机构地区:[1]昆明冶金高等专科学校,云南昆明650033

出  处:《粉煤灰综合利用》2020年第3期29-32,共4页Fly Ash Comprehensive Utilization

摘  要:为提高混凝土裂缝识别检测的效率,建立卷积神经网络模型,并结合MATLAB对混凝土裂缝形态开展识别。当图像进行灰度处理后,通过理论公式得到了图片特征信息,分析出混凝土裂缝识别效率与二值化阈值的关系,建议二值化阈值取0.3~0.6之间;采用3种检测算子进行裂缝边缘检测,通过对比得到了各检测算子的适用范围:拉普拉斯算子更适用于灰度不同区域,索贝尔算子的识别效率与二值化阈值有关,边缘检测算子能够全面的反映出边缘裂缝情况。卷积神经网络图像识别方法能够为混凝土结构的安全状态评估提供理论和技术支持。

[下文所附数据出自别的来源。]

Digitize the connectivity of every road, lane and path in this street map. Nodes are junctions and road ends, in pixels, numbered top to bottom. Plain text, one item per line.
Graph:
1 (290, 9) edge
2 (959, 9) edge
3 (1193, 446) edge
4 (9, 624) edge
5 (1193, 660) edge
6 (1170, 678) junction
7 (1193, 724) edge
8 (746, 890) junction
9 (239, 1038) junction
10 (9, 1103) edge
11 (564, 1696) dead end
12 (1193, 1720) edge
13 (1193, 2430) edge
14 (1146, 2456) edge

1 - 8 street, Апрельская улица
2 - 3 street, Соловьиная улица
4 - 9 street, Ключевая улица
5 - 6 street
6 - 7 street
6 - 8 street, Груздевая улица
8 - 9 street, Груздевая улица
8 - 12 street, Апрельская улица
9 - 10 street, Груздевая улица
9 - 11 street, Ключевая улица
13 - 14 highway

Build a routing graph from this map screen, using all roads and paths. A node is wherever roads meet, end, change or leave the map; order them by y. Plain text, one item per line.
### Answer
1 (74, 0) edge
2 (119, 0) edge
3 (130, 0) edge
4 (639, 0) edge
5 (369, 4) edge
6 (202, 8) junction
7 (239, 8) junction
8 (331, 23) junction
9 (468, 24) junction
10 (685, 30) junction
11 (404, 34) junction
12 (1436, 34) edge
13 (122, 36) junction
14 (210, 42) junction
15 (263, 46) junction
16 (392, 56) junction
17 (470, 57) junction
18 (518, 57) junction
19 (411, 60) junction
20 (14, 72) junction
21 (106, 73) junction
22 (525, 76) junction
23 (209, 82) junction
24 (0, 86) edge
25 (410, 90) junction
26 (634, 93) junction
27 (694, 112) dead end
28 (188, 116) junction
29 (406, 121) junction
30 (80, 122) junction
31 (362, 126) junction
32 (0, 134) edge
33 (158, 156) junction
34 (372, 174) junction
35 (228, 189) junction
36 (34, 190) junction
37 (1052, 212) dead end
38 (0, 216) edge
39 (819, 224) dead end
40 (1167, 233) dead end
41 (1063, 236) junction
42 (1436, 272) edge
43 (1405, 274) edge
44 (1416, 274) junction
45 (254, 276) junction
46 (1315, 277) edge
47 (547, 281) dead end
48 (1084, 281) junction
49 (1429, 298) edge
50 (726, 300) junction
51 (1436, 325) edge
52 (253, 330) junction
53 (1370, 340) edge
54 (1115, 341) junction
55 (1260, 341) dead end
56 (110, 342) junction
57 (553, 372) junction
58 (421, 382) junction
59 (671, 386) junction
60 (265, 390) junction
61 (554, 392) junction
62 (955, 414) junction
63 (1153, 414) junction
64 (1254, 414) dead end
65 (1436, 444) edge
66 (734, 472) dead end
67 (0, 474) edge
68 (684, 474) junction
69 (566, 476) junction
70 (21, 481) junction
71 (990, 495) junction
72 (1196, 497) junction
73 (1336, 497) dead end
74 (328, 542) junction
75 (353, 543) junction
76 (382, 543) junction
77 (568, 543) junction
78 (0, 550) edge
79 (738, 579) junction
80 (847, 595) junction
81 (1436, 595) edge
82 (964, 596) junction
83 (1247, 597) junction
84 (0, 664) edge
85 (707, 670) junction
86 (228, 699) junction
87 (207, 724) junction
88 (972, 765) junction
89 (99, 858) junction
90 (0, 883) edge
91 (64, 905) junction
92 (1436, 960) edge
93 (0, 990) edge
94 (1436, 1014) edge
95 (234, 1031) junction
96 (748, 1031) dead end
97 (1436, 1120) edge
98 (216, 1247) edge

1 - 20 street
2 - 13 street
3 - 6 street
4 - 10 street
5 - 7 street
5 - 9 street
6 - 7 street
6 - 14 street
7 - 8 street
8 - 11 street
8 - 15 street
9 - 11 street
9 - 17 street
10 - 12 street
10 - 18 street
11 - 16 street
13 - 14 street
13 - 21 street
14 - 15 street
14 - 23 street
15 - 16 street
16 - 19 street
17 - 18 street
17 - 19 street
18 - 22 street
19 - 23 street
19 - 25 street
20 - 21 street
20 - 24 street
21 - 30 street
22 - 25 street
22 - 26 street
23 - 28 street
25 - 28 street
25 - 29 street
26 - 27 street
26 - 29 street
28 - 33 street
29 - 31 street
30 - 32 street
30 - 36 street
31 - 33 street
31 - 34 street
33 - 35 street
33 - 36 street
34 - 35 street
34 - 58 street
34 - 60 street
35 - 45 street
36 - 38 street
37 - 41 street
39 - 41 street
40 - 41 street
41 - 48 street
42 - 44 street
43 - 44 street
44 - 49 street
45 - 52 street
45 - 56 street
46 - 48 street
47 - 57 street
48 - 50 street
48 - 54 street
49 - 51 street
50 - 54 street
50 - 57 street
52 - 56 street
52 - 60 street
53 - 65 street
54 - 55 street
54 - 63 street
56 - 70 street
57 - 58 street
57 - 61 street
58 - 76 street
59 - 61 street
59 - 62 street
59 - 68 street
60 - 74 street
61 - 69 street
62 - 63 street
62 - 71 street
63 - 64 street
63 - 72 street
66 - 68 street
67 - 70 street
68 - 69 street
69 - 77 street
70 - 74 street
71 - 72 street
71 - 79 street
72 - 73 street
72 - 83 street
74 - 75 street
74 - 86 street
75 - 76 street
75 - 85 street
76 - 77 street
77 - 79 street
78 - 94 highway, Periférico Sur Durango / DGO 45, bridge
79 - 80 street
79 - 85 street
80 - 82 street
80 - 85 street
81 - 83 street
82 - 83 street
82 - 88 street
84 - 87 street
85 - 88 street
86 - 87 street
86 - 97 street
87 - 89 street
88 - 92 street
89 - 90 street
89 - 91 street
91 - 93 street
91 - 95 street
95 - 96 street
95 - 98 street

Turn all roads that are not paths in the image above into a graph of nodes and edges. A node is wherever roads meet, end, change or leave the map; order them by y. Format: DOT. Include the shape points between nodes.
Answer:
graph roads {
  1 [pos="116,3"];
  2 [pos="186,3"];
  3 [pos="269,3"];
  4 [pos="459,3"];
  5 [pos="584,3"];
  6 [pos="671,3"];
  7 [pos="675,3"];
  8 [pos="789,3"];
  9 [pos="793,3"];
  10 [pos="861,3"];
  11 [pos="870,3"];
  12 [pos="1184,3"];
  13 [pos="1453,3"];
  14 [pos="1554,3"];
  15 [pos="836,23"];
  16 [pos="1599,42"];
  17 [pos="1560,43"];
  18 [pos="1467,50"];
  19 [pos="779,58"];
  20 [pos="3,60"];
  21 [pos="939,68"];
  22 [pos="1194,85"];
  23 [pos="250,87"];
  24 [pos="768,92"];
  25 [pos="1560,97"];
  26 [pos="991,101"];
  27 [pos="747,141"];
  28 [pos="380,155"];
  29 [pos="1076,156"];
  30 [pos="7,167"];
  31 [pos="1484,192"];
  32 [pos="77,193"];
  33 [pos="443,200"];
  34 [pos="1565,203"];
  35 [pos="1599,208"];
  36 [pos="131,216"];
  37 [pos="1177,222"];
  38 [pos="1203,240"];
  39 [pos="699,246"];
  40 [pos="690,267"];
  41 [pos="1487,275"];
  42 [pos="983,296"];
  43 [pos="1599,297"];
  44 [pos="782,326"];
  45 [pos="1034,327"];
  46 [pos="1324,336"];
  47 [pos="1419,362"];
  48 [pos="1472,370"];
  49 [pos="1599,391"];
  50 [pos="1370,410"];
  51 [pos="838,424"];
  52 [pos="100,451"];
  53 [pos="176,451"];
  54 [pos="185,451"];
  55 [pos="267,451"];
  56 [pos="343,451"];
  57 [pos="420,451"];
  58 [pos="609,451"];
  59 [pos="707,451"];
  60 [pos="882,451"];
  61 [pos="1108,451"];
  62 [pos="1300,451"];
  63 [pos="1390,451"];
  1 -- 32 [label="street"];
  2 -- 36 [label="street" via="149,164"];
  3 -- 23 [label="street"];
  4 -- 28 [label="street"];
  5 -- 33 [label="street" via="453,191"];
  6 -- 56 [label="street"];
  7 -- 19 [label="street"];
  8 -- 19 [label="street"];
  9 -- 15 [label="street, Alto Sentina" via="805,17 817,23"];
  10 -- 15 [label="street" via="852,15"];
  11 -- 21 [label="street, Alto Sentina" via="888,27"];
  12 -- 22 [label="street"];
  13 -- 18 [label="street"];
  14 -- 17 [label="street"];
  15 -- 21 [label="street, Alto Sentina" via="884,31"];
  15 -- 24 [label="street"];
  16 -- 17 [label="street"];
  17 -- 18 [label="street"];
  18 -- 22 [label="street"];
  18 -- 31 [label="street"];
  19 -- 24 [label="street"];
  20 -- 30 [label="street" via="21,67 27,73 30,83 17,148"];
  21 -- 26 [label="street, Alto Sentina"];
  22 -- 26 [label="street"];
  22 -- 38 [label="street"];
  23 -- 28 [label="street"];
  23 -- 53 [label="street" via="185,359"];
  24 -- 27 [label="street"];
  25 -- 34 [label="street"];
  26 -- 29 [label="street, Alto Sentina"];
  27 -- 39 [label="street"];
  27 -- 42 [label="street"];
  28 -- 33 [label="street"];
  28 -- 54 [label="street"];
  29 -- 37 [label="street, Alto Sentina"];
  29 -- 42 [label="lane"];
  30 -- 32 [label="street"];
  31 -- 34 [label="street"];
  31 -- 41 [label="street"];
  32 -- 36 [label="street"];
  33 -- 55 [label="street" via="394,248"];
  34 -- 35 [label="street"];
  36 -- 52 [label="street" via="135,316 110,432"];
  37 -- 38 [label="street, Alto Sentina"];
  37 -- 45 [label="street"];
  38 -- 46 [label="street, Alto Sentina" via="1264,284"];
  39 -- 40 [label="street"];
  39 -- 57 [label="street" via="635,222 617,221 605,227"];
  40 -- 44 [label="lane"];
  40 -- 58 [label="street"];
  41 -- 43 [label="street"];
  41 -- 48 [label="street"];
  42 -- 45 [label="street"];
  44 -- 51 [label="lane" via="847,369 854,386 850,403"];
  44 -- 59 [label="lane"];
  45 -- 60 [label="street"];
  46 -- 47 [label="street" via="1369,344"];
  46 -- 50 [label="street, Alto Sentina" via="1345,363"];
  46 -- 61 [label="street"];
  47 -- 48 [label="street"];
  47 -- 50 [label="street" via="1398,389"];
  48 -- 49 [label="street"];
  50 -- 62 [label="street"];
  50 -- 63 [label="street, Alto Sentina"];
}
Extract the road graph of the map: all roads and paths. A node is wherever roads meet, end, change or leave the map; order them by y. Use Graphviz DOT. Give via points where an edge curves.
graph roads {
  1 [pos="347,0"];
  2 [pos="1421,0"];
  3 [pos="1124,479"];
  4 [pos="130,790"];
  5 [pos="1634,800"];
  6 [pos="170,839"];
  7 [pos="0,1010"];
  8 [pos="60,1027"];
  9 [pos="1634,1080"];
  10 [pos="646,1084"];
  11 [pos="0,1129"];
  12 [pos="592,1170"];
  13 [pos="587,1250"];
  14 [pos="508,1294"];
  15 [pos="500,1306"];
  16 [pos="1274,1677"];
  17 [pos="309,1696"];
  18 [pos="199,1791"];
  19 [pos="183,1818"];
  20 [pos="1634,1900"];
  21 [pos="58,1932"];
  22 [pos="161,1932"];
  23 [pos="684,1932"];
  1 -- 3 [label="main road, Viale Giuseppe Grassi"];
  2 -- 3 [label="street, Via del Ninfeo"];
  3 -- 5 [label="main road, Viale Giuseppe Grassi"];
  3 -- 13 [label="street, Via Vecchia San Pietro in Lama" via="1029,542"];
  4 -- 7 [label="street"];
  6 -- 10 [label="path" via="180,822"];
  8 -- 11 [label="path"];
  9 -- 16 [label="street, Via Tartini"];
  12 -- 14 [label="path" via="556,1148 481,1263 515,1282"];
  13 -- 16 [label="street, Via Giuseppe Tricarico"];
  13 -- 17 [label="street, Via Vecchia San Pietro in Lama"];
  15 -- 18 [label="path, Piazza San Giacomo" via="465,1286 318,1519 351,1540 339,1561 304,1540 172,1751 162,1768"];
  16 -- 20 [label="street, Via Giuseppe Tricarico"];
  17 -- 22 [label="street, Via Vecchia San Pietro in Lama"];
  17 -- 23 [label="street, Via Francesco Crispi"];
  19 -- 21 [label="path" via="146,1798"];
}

In order to improve the efficiency of concrete crack identification and detection,a convolution neural network model was established,and the concrete crack morphology was identified with MATLAB.When the image was gray-scale processed,the image feature information was obtained by theoretical formula;the relationship between the recognition efficiency of concrete cracks and the binarization threshold was obtained by setting different binarization thresholds,and it was suggested that the binarization threshold should be between 0.3 and 0.6;three detection operators were used in crack edge detection,and the application scope of each detection operator was obtained by comparison:Laplacian operator is more suitable for different regions of gray scale.The recognition efficiency of Sobel operator is related to the binarization threshold,and edge detection operator can fully reflects the situation of edge cracks.The convolution neural network image recognition method can provide theoretical and technical support for the safety state assessment of concrete structures.

关 键 词:神经网络 混凝土 检测 识别 应用 

分 类 号:TP391.41[自动化与计算机技术—计算机应用技术] U456.3[自动化与计算机技术—计算机科学与技术]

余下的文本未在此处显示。